Via live-tracking, photos, and video, Zahab is broadcasting a unique view into the landscape and culture of one of the least populated, desolate, and remote expanses on Earth. He began his trek on June 23 along with a teammate, Kevin Lin, who has since dropped back due to injury but is still out there running a few hundred kilometers behind Zahab. Zahab continues to cover about 70 kilometers a day while battling thunderstorms, heat, sandstorms, and near-constant fierce winds that whip down from the Altai Mountains.
Although the expedition is supported, the remote nature of the region means Zahab only comes in contact with his crew once or twice a day, and must otherwise pack large amounts of water and other supplies. He carries emergency gear in case his crew is unable to access a resupply point.

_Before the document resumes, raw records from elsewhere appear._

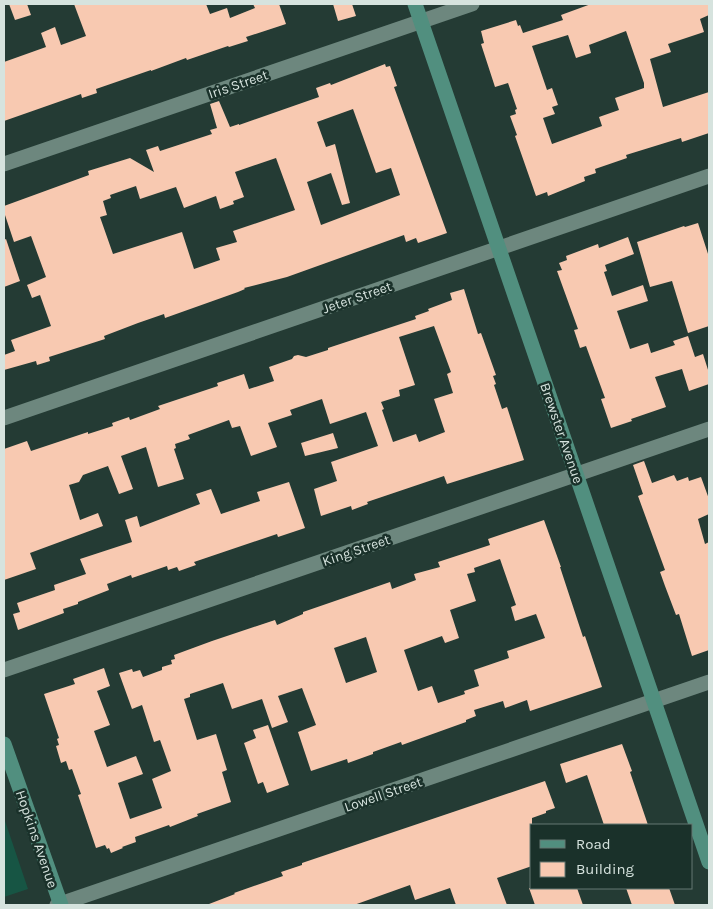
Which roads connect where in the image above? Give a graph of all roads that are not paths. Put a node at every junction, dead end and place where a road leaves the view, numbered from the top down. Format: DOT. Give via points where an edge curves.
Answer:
graph roads {
  1 [pos="414,4"];
  2 [pos="472,4"];
  3 [pos="420,22"];
  4 [pos="4,164"];
  5 [pos="709,176"];
  6 [pos="498,249"];
  7 [pos="4,418"];
  8 [pos="709,429"];
  9 [pos="577,474"];
  10 [pos="4,670"];
  11 [pos="709,682"];
  12 [pos="654,701"];
  13 [pos="4,744"];
  14 [pos="709,862"];
  15 [pos="59,905"];
  1 -- 3 [label="street, Brewster Avenue"];
  2 -- 3 [label="street, Iris Street"];
  3 -- 4 [label="street, Iris Street"];
  3 -- 6 [label="street, Brewster Avenue"];
  5 -- 6 [label="street, Jeter Street"];
  6 -- 7 [label="street, Jeter Street"];
  6 -- 9 [label="street, Brewster Avenue"];
  8 -- 9 [label="street, King Street"];
  9 -- 10 [label="street, King Street"];
  9 -- 12 [label="street, Brewster Avenue"];
  11 -- 12 [label="street, Lowell Street"];
  12 -- 14 [label="street, Brewster Avenue"];
  12 -- 15 [label="street, Lowell Street"];
  13 -- 15 [label="street, Hopkins Avenue"];
}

During his daily 40-mile runs, Zahab documents his interactions with Mongolian families, their nomadic culture and customs. There are days Zahab spends almost entirely alone running across grassy fields and over shifting sanddunes, and others that find him in the midst of riotous celebrations, horse races, and other local festivals. He visits farms, schools, and religious shrines, plays pool with villagers, and shares traditional meals with families in their yurts.
Although the Gobi terrain and climate presents challenging conditions for running, Zahab is no stranger to extreme conditions. In 2006 and 2007, he was part of an extreme running team that ran across the Sahara in 111 days. In 2010, he ran across the frozen surface Lake Baikal in Siberia, dragging weeks of food and supplies behind him in a sled. In 2011, he ran across the Atacama Desert, and then later in 115 degrees in Death Valley.